Thu Aug 23, 2012, 01:07 PM
Aug 2012

Boy, were they wrong.

 

arcane1

(38,613 posts)
176. Occupy SF is supposed to be having a march this weekend
Thu Aug 23, 2012, 02:12 PM
Aug 2012

I'm not sure if that's going to be in every other city with an OWS-like group.

patrice

(47,992 posts)
189. Women are marching in our city this weekend. We're also having a Hemp Festival. I think there
Thu Aug 23, 2012, 03:08 PM
Aug 2012

are several things going on across the country, not just for the conventions, but before some of these people get into their winter semesters at schools wherever.

xiamiam

(4,906 posts)
187. getting ready..i think..the time to come out is very near..
Thu Aug 23, 2012, 03:06 PM
Aug 2012

all of us are ready ...more ready than last year for the young folks to lead the way into the streets. Nothing has changed for the better, if anything, things are worse. Yesterday, I hired a carpet cleaner, in a different state..he did the carpets and called to discuss payment and within 2 minutes we were off into a conversation about how screwed up america is..and how much we want our country back..he admitted he was an ex republican...we talked for about a half hour and basically agreed on the corruption, war profiteering, banksters, the owned media, etc etc. If 2 total strangers are engaging in conversation like this, you can bet it things are percolating just beneath the surface. Everywhere I go, people see thru the bs that is going on and everyone wants it changed..young to old..we really get it, whether the media is reporting about it or not. I have expectations between now and november that ows is going to be a major influence..not just a small influence..a MAJOR influence..

RKP5637

(67,108 posts)
190. I hope so! I think there could be a lot of momentum. As some pointed out in this thread there are
Thu Aug 23, 2012, 03:28 PM
Aug 2012

two major obstacles ... (1) all of the money behind keeping things just as they are, and (2) the mainstream media ignoring OWS except to highlight any bad parts. If the momentum builds MSM will have to cover OWS. There are a lot of people fed up with just about all politics in the US and some have just given up on the entire system, they need to be brought into changing the system.

 

taught_me_patience

(5,477 posts)
201. OWS lost me when they started calling for student loan forgiveness
Thu Aug 23, 2012, 04:11 PM
Aug 2012

The message jumped the shark at that point and they started sounding like whiny youngsters that didn't want to pay their debts.

CJCRANE

(18,184 posts)
231. Its main meme of "the 1% vs the 99%" went mainstream worldwide
Fri Aug 24, 2012, 07:59 AM
Aug 2012

so it achieved its purpose, it changed the global conversation.

RKP5637

(67,108 posts)
232. Yep, OWS certainly did bring up "the 1% vs the 99%." As far as I know with OWS was the first
Fri Aug 24, 2012, 08:12 AM
Aug 2012

awareness on the part of the masses as to what the 1% was all about, the severely gross inequities of wealth distribution and that we live in a broken system for the majority of people. People knew it, but it had not coalesced around a core theme called the 1%.

mmonk

(52,589 posts)
242. OWS is doing something nearly every week across the country.
Fri Aug 24, 2012, 12:52 PM
Aug 2012

Since these things don't involve camping out and getting beaten, they are ignored by the press (and politicians and their followers). I don't see the plight of Americans improving much in the immediate future so it won't die out.

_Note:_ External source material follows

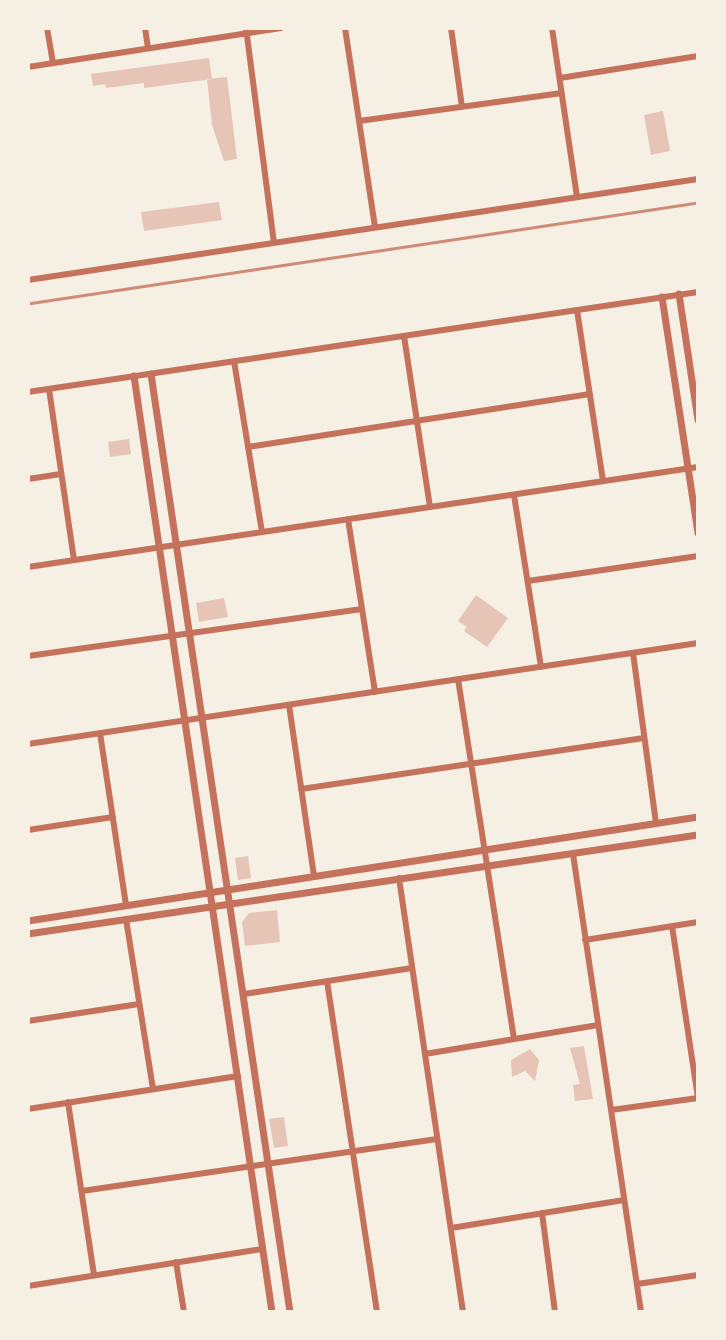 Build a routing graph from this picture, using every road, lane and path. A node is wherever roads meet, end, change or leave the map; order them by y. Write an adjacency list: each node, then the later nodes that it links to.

Response to RKP5637 (Original post)

 

tama

(9,137 posts)
258. Attention and focus
Sat Aug 25, 2012, 07:46 AM
Aug 2012

There have been expectations that grass-roots movements should focus their attention on this or that verbally defined goal (by some hierarchic leadership) in the frame work of establishment, and expressions that not doing so means lack of focus.

That is not how I comprehend focus, being present sensually and physically and mindfully. Not as excluding from attention the whole of the world or everything else besides a verbal expression of a political goal. But as being centered in this moment and opening to all of this, sensually, emotionally and mindfully. With compassion.

Being present in a talking circle and listening attentively and with your whole body is very good practice of focus, being centered and grounded.